SEC Charges Former New Jersey Corrections Officer with Crypto Fraud Scheme Targeting Law Enforcement Personnel
The Securities and Exchange Commission today charged former New Jersey State Correctional Police Officer John A. DeSalvo with fraudulently raising funds through the unregistered offering of the Blazar Token, a crypto asset security he created but that collapsed in May 2022. The SEC also charged DeSalvo with misappropriating investor funds, much of which he sent to his personal crypto asset wallets and used to pay for a bathroom renovation.
According to the SEC’s complaint, from the Blazar Token’s launch in November 2021 to its eventual collapse, DeSalvo raised at least $620,000 from approximately 220 investors. As the complaint alleges, DeSalvo claimed that the Blazar Token would replace existing state pension systems and falsely told investors that Blazar Token was registered with the SEC; that he had arranged for Blazar Token to be purchased by automatic payroll deduction; and that investors were guaranteed to receive extraordinary returns. Ultimately, DeSalvo misappropriated and misused investor funds. According to the complaint, DeSalvo targeted law enforcement and first responders with his fraudulent schemes.
Additionally, the SEC’s complaint alleges that, in an earlier fraud scheme, beginning in late January 2021, DeSalvo solicited investors, primarily through social media, to participate in an investment venture where he was to invest their funds in stocks, options, and crypto asset securities. The complaint alleges that, within weeks of depositing the $95,000 he raised from 17 investors into his brokerage account, DeSalvo lost about $17,000 of those funds in speculative investments, misappropriated the remaining $78,000, and told investors that the group’s securities had lost all value due to poor market conditions.
“We allege that DeSalvo orchestrated several fraudulent investment schemes that targeted law enforcement personnel and promised astronomical returns, including one involving a crypto asset security that would somehow replace traditional state pension systems. Rather than producing any returns or revolutionary technology, he instead misappropriated and misused investor money,” said Gurbir S. Grewal, Director of the SEC’s Division of Enforcement. “What’s particularly offensive about this case is that DeSalvo used his status as a former corrections officer to gain the trust of fellow law enforcement personnel, a number of whom invested their savings with him. I am proud that the SEC is able to deliver some measure of justice to those brave first responders who DeSalvo victimized by holding him accountable for his appalling conduct.”

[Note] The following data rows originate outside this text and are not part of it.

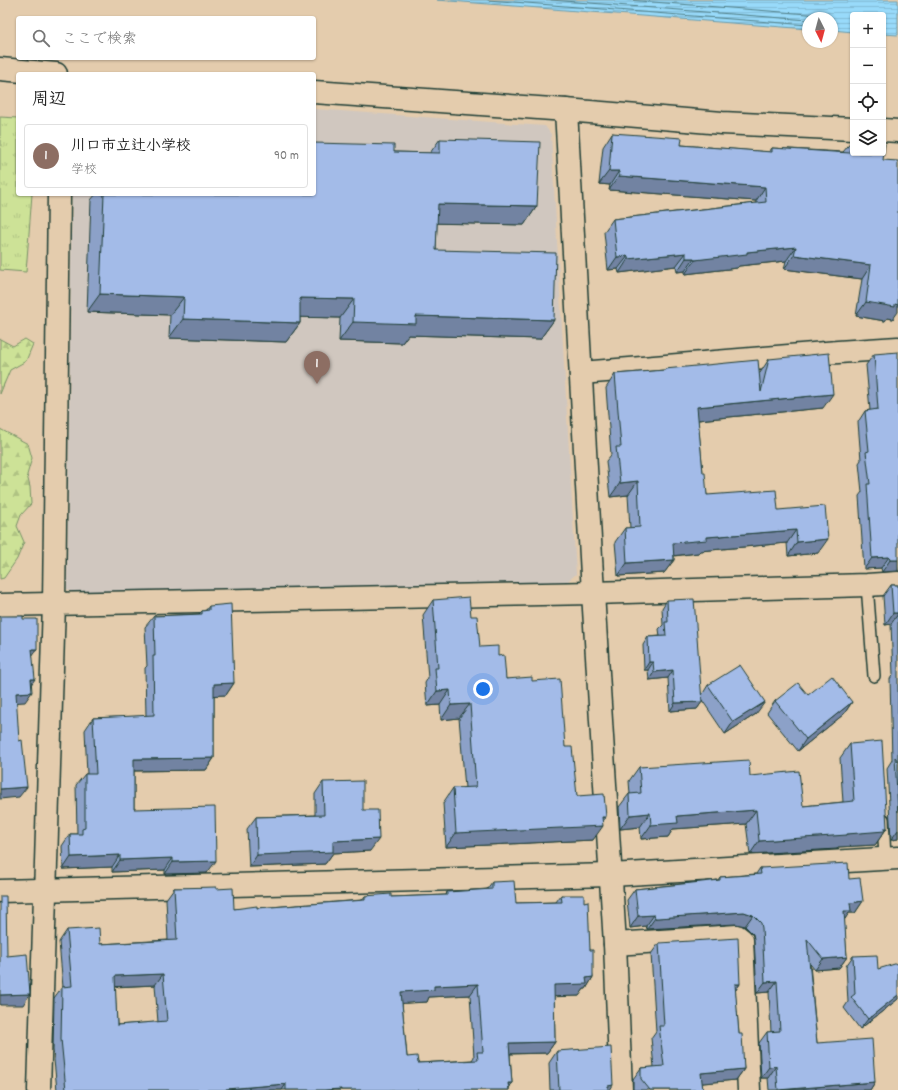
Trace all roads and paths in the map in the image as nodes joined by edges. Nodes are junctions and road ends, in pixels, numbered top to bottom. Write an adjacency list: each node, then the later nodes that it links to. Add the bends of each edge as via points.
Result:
1 (0, 69): 2 (street)
2 (34, 72)
3 (316, 92): 4 (street)
4 (566, 110): 5 (street, via 722,123); 10 (street)
5 (850, 129)
6 (886, 130): 7 (street)
7 (898, 131)
8 (59, 196): 14 (street)
9 (898, 348): 10 (street)
10 (581, 373): 13 (street)
11 (898, 583): 12 (street)
12 (867, 585): 13 (street); 16 (lane)
13 (593, 593): 14 (street); 19 (street)
14 (54, 603): 15 (street); 20 (street)
15 (0, 605)
16 (874, 676)
17 (882, 806): 18 (lane)
18 (892, 858): 19 (street)
19 (611, 874): 20 (street); 22 (street)
20 (45, 890): 21 (street); 23 (street)
21 (0, 891)
22 (615, 944): 24 (street); 25 (street, via 737,936 742,940)
23 (39, 1090)
24 (621, 1090)
25 (749, 1090)

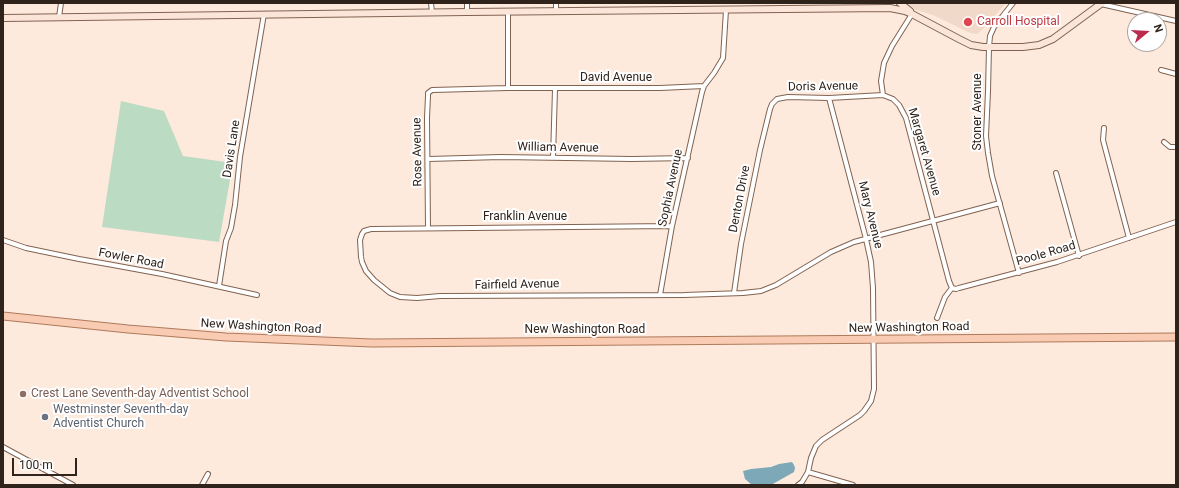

“Our complaint alleges a brazen affinity fraud that preyed on retail investors’ trust and sense of community,” said David Hirsch, Chief of the Crypto Assets and Cyber Unit in the SEC’s Division of Enforcement. “Too often in crypto, we see promoters perpetrate familiar frauds in shiny new wrappers by making claims that are difficult for investors to independently verify. Registering the offer and sale of securities enables critical oversight and improves disclosures to investors, and we will continue to pursue those who fail to abide by the securities laws’ registration requirements.”
The complaint, filed in the U.S. District Court for the District of New Jersey, charges DeSalvo with violating the antifraud and offering registration provisions of the securities laws. It seeks injunctive relief, disgorgement plus prejudgment interest, and civil penalties.
In a parallel action, the U.S. Attorney’s Office for the District of New Jersey today announced criminal charges against DeSalvo.
The SEC’s investigation was conducted by Brian Higgins and Brian Thomas of the Philadelphia Regional Office and David Snyder of the Crypto Assets and Cyber Unit. It was supervised by Assunta Vivolo, Scott A. Thompson, Nicholas P. Grippo, Jorge G. Tenreiro, and David Hirsch. The SEC’s litigation will be handled by Christopher R. Kelly and supervised by Gregory R. Bockin.